Posted by Social Science Research Network
Justifying Antitrust: Prediction, Efficiency, and Welfare
Avishalom Tor (University of Haifa)
Abstract: Scholars and enforcement officials debate the merits and implications of “behavioral antitrust” — the application of empirical evidence showing how human behavior departs systematically and predictably from strict rationality (“bounded rationality”) to antitrust law. Notwithstanding their many disagreements, both sides in this debate recognize that consumers — as opposed to business firms and their managers — are boundedly rational. This article shows, however, that the bounded rationality of consumers poses for antitrust law three distinct, if related, challenges, only the first and most obvious of which has received substantial scholarly attention and analysis to date. The first challenge is the prediction challenge — that is, the concern that antitrust rules and practices that assume consumer rationality mistakenly may condone anticompetitive behavior or prohibit procompetitive business practices because they misinterpret or mispredict the behavior of boundedly rational consumers or the reactions of firms to such behavior. Second and more fundamental is the efficiency challenge, which surfaces where consumer bias weakens the causal link between competition and efficiency. For instance, consumers who systematically overestimate the value of a given product or service will manifest excessive demand for it, generating inefficiencies in both allocation and production.

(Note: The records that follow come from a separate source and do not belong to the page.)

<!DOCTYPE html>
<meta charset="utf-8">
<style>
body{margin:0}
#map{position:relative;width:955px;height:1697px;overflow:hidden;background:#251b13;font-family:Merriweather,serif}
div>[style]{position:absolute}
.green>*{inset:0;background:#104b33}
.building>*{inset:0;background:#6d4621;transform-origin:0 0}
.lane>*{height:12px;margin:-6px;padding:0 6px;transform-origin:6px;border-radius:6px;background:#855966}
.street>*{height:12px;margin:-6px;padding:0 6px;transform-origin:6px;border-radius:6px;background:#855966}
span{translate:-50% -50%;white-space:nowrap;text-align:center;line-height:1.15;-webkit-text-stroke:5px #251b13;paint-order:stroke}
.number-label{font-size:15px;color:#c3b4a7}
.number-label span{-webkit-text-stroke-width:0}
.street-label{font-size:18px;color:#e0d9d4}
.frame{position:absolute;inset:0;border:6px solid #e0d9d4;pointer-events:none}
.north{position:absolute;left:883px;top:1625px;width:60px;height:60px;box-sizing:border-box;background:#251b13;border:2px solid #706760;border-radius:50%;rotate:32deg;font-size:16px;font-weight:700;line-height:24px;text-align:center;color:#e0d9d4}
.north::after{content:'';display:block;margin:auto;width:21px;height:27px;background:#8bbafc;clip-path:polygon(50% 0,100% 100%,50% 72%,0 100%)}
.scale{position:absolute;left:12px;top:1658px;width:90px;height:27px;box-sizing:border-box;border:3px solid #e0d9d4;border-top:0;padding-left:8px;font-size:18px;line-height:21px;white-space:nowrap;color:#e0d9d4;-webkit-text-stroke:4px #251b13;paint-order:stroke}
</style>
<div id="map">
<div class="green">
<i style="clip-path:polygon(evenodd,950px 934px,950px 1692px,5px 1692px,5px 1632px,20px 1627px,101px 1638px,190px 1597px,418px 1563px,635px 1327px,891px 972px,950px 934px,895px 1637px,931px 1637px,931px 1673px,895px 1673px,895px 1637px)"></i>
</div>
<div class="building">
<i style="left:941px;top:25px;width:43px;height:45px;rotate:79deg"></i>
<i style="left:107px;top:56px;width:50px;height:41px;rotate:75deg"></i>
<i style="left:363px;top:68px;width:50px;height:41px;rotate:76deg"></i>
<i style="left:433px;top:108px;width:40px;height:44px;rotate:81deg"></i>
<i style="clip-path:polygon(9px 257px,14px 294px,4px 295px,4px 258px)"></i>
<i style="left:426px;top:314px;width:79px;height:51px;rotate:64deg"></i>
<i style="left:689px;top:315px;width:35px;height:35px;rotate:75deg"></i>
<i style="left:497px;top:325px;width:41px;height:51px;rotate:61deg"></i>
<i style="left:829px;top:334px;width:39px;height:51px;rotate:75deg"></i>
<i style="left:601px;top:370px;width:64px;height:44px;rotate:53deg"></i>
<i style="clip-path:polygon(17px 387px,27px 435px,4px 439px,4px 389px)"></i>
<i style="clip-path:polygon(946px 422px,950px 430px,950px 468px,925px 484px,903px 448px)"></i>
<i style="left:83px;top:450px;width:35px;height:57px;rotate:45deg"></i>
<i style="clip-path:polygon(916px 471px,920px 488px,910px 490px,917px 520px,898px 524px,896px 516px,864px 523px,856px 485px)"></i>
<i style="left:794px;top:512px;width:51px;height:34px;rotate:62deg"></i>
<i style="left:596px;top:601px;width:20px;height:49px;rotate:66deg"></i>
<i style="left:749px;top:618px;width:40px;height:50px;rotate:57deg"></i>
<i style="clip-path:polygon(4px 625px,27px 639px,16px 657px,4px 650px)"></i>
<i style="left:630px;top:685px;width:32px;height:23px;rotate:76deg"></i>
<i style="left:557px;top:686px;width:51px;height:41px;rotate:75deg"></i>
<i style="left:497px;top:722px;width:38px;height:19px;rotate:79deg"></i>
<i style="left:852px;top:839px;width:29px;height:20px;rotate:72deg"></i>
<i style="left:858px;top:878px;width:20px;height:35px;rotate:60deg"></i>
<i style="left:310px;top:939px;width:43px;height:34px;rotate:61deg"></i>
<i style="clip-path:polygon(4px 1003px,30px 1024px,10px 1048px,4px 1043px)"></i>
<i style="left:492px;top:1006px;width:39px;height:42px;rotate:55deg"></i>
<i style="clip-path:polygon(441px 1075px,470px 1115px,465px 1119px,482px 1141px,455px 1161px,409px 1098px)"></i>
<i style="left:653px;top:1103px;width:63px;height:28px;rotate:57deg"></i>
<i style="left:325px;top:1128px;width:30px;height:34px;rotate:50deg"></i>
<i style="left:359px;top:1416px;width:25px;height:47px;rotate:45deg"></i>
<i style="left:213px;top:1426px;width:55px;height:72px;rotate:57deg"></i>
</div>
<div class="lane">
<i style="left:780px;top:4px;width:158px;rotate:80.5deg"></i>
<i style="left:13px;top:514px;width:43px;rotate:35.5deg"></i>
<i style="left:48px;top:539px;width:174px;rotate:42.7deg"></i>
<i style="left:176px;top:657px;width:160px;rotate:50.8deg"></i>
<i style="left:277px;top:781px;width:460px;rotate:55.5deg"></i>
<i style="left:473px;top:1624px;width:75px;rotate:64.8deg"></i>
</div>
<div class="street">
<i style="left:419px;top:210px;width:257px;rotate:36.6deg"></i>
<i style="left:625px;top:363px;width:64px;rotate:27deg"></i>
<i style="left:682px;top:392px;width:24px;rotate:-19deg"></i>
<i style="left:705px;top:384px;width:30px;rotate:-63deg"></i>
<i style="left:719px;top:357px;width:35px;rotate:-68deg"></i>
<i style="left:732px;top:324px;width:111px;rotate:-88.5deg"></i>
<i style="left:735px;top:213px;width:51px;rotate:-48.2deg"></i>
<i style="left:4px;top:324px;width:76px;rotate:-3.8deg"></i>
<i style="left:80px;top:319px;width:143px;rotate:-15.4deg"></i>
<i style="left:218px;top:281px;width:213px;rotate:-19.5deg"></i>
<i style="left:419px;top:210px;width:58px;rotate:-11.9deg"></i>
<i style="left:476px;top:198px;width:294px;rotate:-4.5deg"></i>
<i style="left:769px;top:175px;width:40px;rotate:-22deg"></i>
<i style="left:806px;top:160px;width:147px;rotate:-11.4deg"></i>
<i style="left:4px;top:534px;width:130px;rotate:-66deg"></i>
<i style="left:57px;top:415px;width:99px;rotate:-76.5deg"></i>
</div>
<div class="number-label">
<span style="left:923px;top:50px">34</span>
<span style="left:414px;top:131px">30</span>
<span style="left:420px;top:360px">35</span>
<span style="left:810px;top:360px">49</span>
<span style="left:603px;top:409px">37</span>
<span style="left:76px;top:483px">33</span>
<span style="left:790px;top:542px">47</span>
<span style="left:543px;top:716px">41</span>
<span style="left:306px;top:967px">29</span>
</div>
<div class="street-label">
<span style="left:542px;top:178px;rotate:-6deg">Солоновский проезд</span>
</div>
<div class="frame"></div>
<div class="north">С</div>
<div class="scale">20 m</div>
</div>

The third, least noted but most troubling of all, is the welfare challenge. Behavioral and consumer research both show that consumer choice is often constructed ad-hoc during the process of choice and shaped by context-specific influences. Yet if consumer choice and the resulting aggregate demand do not reflect consumers’ authentic, preexisting preferences — and thus do not maximize individual and aggregate welfare — is there an economic justification for antitrust law? The Article examines these three challenges closely, finding that current doctrine and policy can accommodate the prediction challenge with some modifications. Most importantly, a substantially more modest version of the standard economic justification for antitrust law largely weathers the thorny efficiency and welfare challenges alike.